Since 2006 we have been exclusively manufacturing soldered connections
thousands of times more likely to create tin whiskers than previous
generation joints made with tin-lead solder. Because of the universal
phase-in of the new solder technology and the fact that the solder
technologies can't reliably be mixed (old solders mess with new solder
joints in the same device through simple outgassing) this means that
it is practically impossible to use older, more reliable technology
just for mission-critical (even life-critical) connections. So we're
all in this tin boat together.

Some experts confidently say that the disparity of joint reliability
we are seeing today will go away and that the new joints will become
as reliable or even more reliable than the old tin-lead joints as we
gain experience with the new processes. What's disturbing, though, is
that these experts don't actually know how this increased reliability
is likely to be achieved. Just like extrapolating a Moore's Law curve
to figure out how fast or how cheap technology is likely to be a
decade from now, they have no idea how these gains will be made, just
confidence that they will be.

What if the experts are wrong?

Tin whiskers can take out your iPod or your network. They can stop
your car cold.
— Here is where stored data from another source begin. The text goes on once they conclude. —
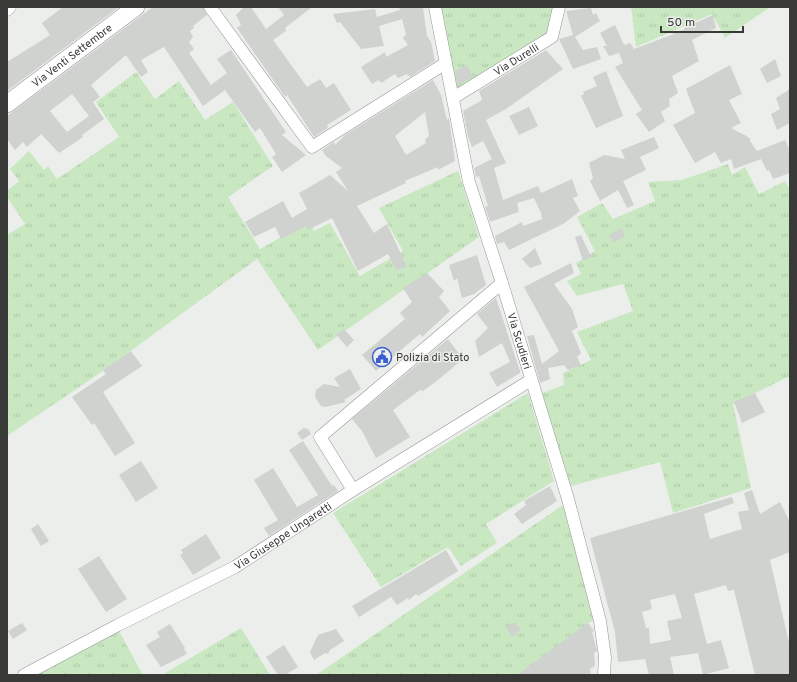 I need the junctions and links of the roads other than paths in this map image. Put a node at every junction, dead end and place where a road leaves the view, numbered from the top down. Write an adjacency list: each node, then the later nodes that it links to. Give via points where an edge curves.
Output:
1 (10, 7): 6 (street)
2 (136, 7): 9 (main road, Via Venti Settembre)
3 (210, 7): 7 (street, via 312,147)
4 (435, 7): 7 (street, Via Scudieri)
5 (559, 7): 8 (street, Via Durelli, via 552,37)
6 (7, 10)
7 (446, 63): 8 (street, Via Scudieri)
8 (453, 98): 10 (street, Via Scudieri, via 469,182)
9 (7, 104)
10 (502, 283): 11 (street, Via Scudieri); 12 (street, via 320,437)
11 (531, 380): 12 (street, Via Giuseppe Ungaretti); 14 (street, Via Scudieri, via 568,499 600,621 605,657)
12 (353, 490): 13 (street, Via Giuseppe Ungaretti, via 235,567)
13 (24, 675)
14 (604, 675)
They can take down an entire airport or Citibank. They
are much more common than most people -- even most experts -- think.
The reason for this is that most tin whiskers can't even be seen.
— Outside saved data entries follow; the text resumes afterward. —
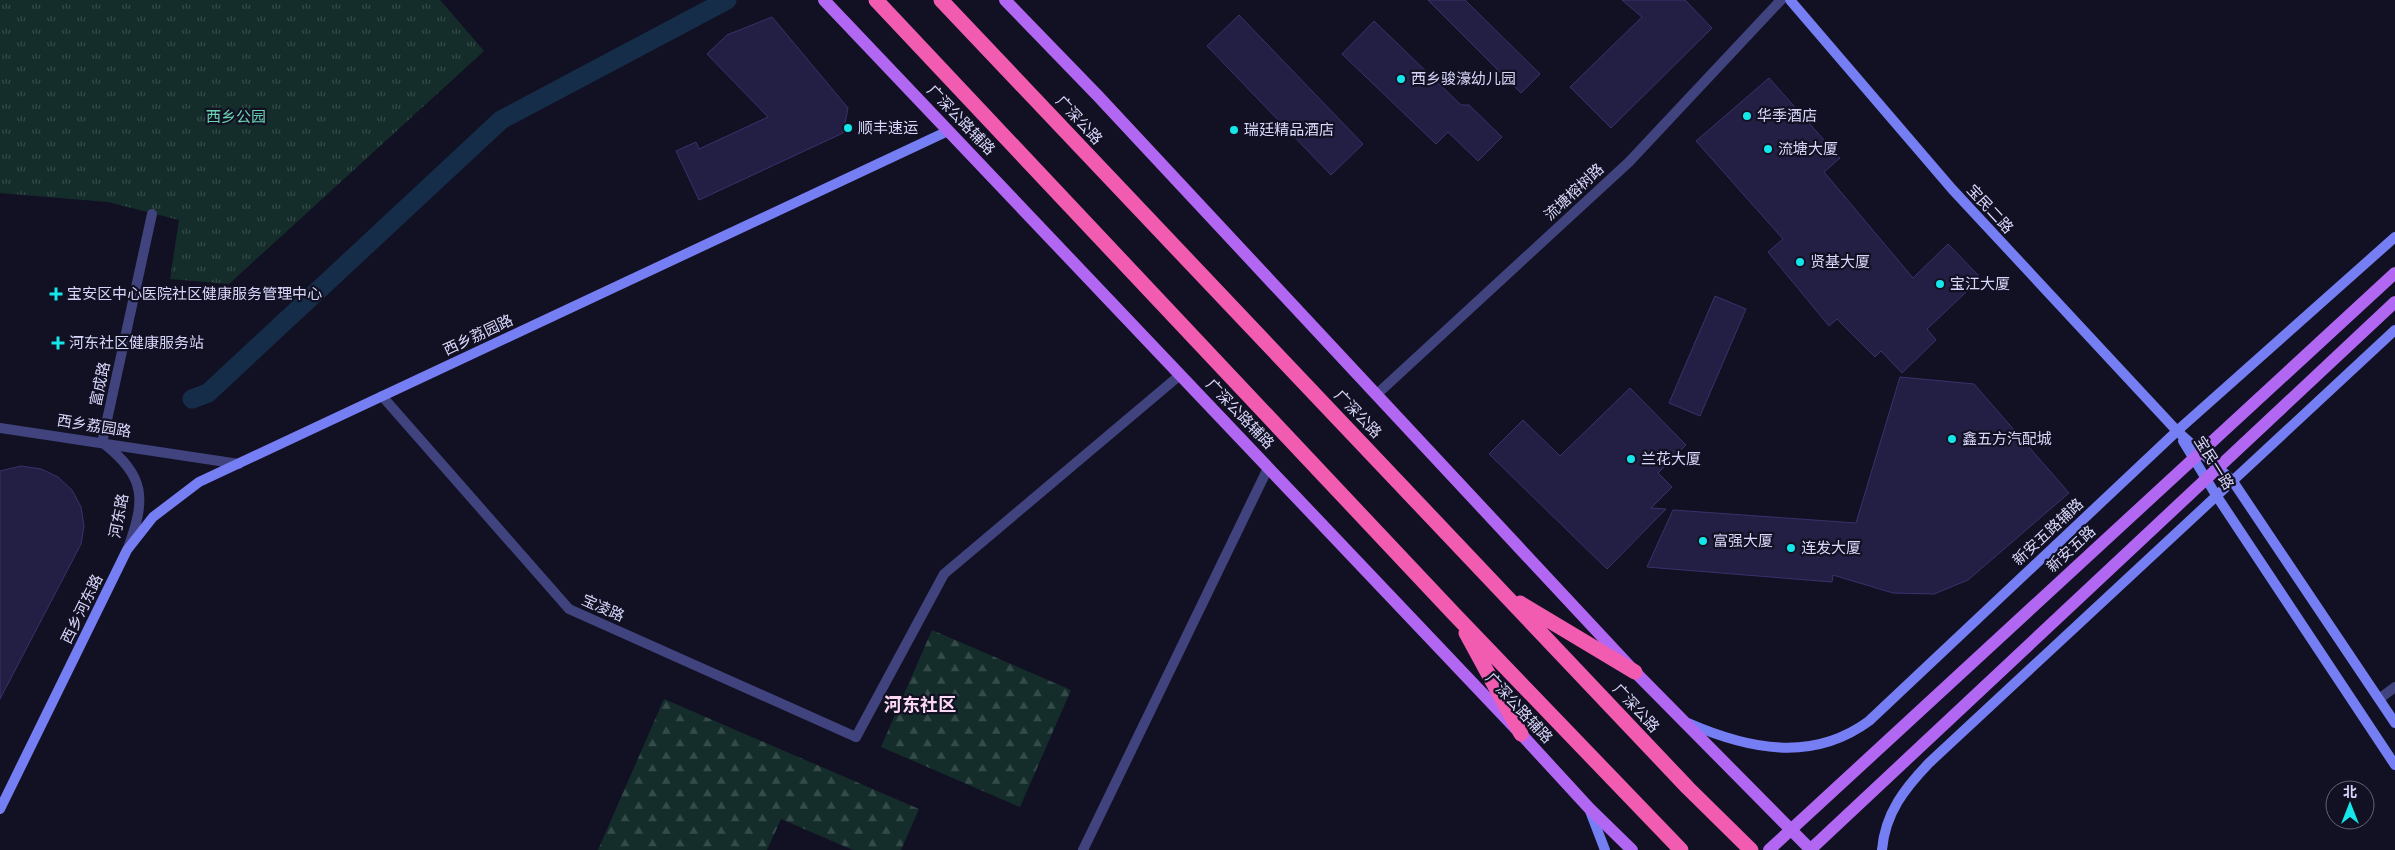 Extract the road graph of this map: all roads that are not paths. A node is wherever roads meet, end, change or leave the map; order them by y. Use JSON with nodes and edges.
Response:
{"nodes":[{"id":1,"x":824,"y":0,"type":"edge"},
{"id":2,"x":876,"y":0,"type":"edge"},
{"id":3,"x":941,"y":0,"type":"edge"},
{"id":4,"x":1005,"y":0,"type":"edge"},
{"id":5,"x":1781,"y":0,"type":"edge"},
{"id":6,"x":1790,"y":0,"type":"edge"},
{"id":7,"x":948,"y":130,"type":"junction"},
{"id":8,"x":152,"y":214,"type":"dead end"},
{"id":9,"x":2395,"y":237,"type":"edge"},
{"id":10,"x":2395,"y":273,"type":"edge"},
{"id":11,"x":2395,"y":302,"type":"edge"},
{"id":12,"x":2395,"y":330,"type":"edge"},
{"id":13,"x":1180,"y":375,"type":"junction"},
{"id":14,"x":1376,"y":395,"type":"junction"},
{"id":15,"x":382,"y":396,"type":"junction"},
{"id":16,"x":0,"y":428,"type":"edge"},
{"id":17,"x":2177,"y":431,"type":"junction"},
{"id":18,"x":102,"y":443,"type":"junction"},
{"id":19,"x":239,"y":464,"type":"junction"},
{"id":20,"x":1268,"y":468,"type":"junction"},
{"id":21,"x":2232,"y":480,"type":"junction"},
{"id":22,"x":2216,"y":495,"type":"junction"},
{"id":23,"x":127,"y":550,"type":"junction"},
{"id":24,"x":1505,"y":594,"type":"junction"},
{"id":25,"x":1455,"y":614,"type":"junction"},
{"id":26,"x":1635,"y":672,"type":"junction"},
{"id":27,"x":2395,"y":687,"type":"edge"},
{"id":28,"x":2380,"y":699,"type":"junction"},
{"id":29,"x":1683,"y":721,"type":"junction"},
{"id":30,"x":2395,"y":722,"type":"edge"},
{"id":31,"x":1521,"y":734,"type":"junction"},
{"id":32,"x":2395,"y":765,"type":"edge"},
{"id":33,"x":1589,"y":808,"type":"junction"},
{"id":34,"x":0,"y":809,"type":"edge"},
{"id":35,"x":1083,"y":850,"type":"edge"},
{"id":36,"x":1605,"y":850,"type":"edge"},
{"id":37,"x":1632,"y":850,"type":"edge"},
{"id":38,"x":1681,"y":850,"type":"edge"},
{"id":39,"x":1751,"y":850,"type":"edge"},
{"id":40,"x":1768,"y":850,"type":"edge"},
{"id":41,"x":1811,"y":850,"type":"edge"},
{"id":42,"x":1882,"y":850,"type":"edge"}],
"edges":[{"from":1,"to":7,"type":"main road","name":"广深公路辅路"},
{"from":2,"to":25,"type":"highway"},
{"from":3,"to":24,"type":"highway","name":"广深公路"},
{"from":4,"to":14,"type":"main road"},
{"from":5,"to":14,"type":"street","name":"流塘榕树路"},
{"from":6,"to":17,"type":"main road","name":"宝民二路"},
{"from":7,"to":13,"type":"main road","name":"广深公路辅路"},
{"from":7,"to":15,"type":"main road","name":"西乡荔园路"},
{"from":8,"to":18,"type":"street","name":"富成路"},
{"from":9,"to":17,"type":"main road","name":"新安五路辅路"},
{"from":10,"to":40,"type":"main road","name":"新安五路","bridge":true},
{"from":11,"to":41,"type":"main road","bridge":true},
{"from":12,"to":21,"type":"main road"},
{"from":13,"to":15,"type":"street","name":"宝凌路"},
{"from":13,"to":20,"type":"main road","name":"广深公路辅路"},
{"from":14,"to":26,"type":"main road"},
{"from":15,"to":19,"type":"main road","name":"西乡荔园路"},
{"from":16,"to":18,"type":"street","name":"西乡荔园路"},
{"from":17,"to":21,"type":"main road","name":"宝民一路"},
{"from":17,"to":22,"type":"main road","name":"宝民一路"},
{"from":17,"to":29,"type":"main road","name":"新安五路辅路"},
{"from":18,"to":19,"type":"street","name":"西乡荔园路"},
{"from":18,"to":23,"type":"street","name":"河东路"},
{"from":19,"to":23,"type":"main road","name":"西乡河东路"},
{"from":20,"to":31,"type":"main road","name":"广深公路辅路"},
{"from":20,"to":35,"type":"street"},
{"from":21,"to":22,"type":"main road"},
{"from":21,"to":28,"type":"main road","name":"宝民一路"},
{"from":22,"to":32,"type":"main road","name":"宝民一路"},
{"from":22,"to":42,"type":"main road"},
{"from":23,"to":34,"type":"main road","name":"西乡河东路"},
{"from":24,"to":26,"type":"highway"},
{"from":24,"to":39,"type":"highway","name":"广深公路"},
{"from":25,"to":31,"type":"highway"},
{"from":25,"to":38,"type":"highway"},
{"from":26,"to":29,"type":"main road"},
{"from":27,"to":28,"type":"street"},
{"from":28,"to":30,"type":"main road","name":"宝民一路"},
{"from":29,"to":41,"type":"main road"},
{"from":31,"to":33,"type":"main road","name":"广深公路辅路"},
{"from":33,"to":36,"type":"main road"},
{"from":33,"to":37,"type":"main road","name":"广深公路辅路"}]}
"Maybe it is worth adding," said one expert who prefers to remain
anonymous, "that whisker diameters range from 0.1 um to 10 um, while
the diameter of a human hair is 70 um to 100 um --- so the largest
whisker is only some 15 percent of the diameter of a thin hair, and
most are less than 5 percent. A good fraction (of these are) so thin
that light waves just pass them by, scattering a bit but not
reflecting. So the optical microscope images that (typically used to
illustrate whiskers) show only a small fraction of what is really
there. Scanning electron microscope (SEM) images are a bit better, but
only show a small zone of the sample; also, not many folks are able to
acquire SEM images of their equipment. So all too many folks have the
idea that whiskers are something that happens to someone else, but
never to them. This is an expensive misconception."

What I wonder is whether a cost-benefit analysis of this solder
technology changeover was ever done? I haven't seen one.

And if you think this problem is minor, I have been told that just the
cost of changing to lead-free solder stands right now at $280 BILLION
and climbing. That cost is borne by all of us.

Maybe dumping lead solder was absolutely the right thing to do. Maybe
it was absolutely the wrong thing to do. The truth is we haven't the
slightest idea the answer to that question and anyone who claims to
know is wrong. We didn't know what would happen when we started this
and we don't know what we'll get out of it, either, or whether it will
be worth the cost. All we know for sure is that a bumpy ride lies
ahead.

Fortunately I have new shock absorbers (and a new wiring harness) on my T-Bird.